SphereCohomologyData
plain-language theorem explainer
SphereCohomologyData packages the reduced cohomology ranks of an n-sphere, recording rank one solely in degree n. Researchers deriving spatial dimension from linking topology would cite it when assembling Alexander duality constraints. The declaration is a direct structure definition that bundles dimension, rank function, and the characterizing equality.

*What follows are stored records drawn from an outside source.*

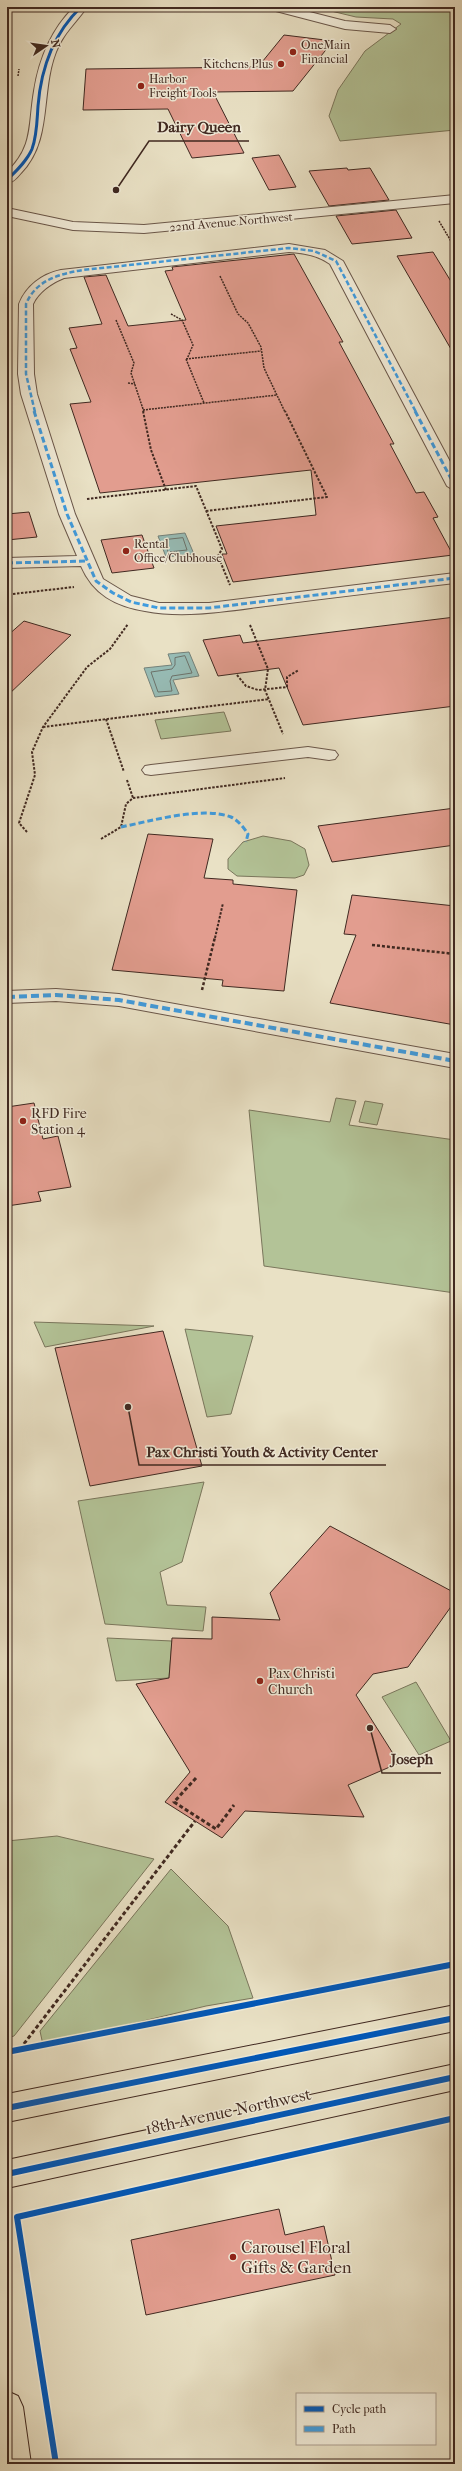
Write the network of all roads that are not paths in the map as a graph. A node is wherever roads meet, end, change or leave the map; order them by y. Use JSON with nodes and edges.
{"nodes":[{"id":1,"x":80,"y":7,"type":"edge"},
{"id":2,"x":276,"y":7,"type":"edge"},
{"id":3,"x":390,"y":29,"type":"dead end"},
{"id":4,"x":7,"y":180,"type":"edge"},
{"id":5,"x":454,"y":201,"type":"edge"},
{"id":6,"x":7,"y":212,"type":"edge"},
{"id":7,"x":455,"y":486,"type":"edge"},
{"id":8,"x":87,"y":561,"type":"junction"},
{"id":9,"x":7,"y":563,"type":"edge"},
{"id":10,"x":455,"y":578,"type":"edge"},
{"id":11,"x":329,"y":755,"type":"dead end"},
{"id":12,"x":151,"y":770,"type":"dead end"},
{"id":13,"x":7,"y":997,"type":"edge"},
{"id":14,"x":455,"y":1061,"type":"edge"},
{"id":15,"x":455,"y":2018,"type":"edge"},
{"id":16,"x":455,"y":2077,"type":"edge"},
{"id":17,"x":7,"y":2108,"type":"edge"},
{"id":18,"x":7,"y":2174,"type":"edge"},
{"id":19,"x":7,"y":2407,"type":"edge"},
{"id":20,"x":15,"y":2464,"type":"edge"}],
"edges":[{"from":1,"to":4,"type":"street"},
{"from":2,"to":3,"type":"street"},
{"from":5,"to":6,"type":"street","name":"22nd Avenue Northwest"},
{"from":7,"to":8,"type":"street"},
{"from":8,"to":9,"type":"street"},
{"from":8,"to":10,"type":"street"},
{"from":11,"to":12,"type":"street"},
{"from":13,"to":14,"type":"street"},
{"from":15,"to":17,"type":"main road"},
{"from":16,"to":18,"type":"main road","name":"18th Avenue Northwest"},
{"from":19,"to":20,"type":"main road"}]}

Claim. Let $d$ be a natural number, let $r$ map integers to natural numbers, and let $e$ be a proof that $r(k)$ equals 1 when $k=d$ and 0 otherwise, for every integer $k$. The triple $(d,r,e)$ records the reduced cohomology data of the $d$-sphere.
background
The module replaces three ad-hoc axioms for Alexander duality with statements drawn from algebraic topology libraries, in service of the T8 step that forces exactly three spatial dimensions. Reduced cohomology of the n-sphere is rank one in degree n and zero elsewhere; Alexander duality then identifies the cohomology of the complement of an embedded circle in an ambient sphere with the cohomology of the circle itself. Nontrivial linking therefore occurs only when the ambient dimension is three. The structure records precisely this cohomology signature for use in the linking argument.
proof idea
The declaration is a structure definition. It directly assembles the dimension field, the rank function, and the universal equality constraint into a single record. No lemmas are applied.
why it matters
The structure is instantiated for the circle inside the definition of circle cohomology, which supplies the input to the linking argument that forces D=3. It advances the program of discharging the three Alexander duality axioms in favor of Mathlib statements and sits inside the unified forcing chain at the T8 step. The module leaves open the question of when full reduced-cohomology support arrives in the library.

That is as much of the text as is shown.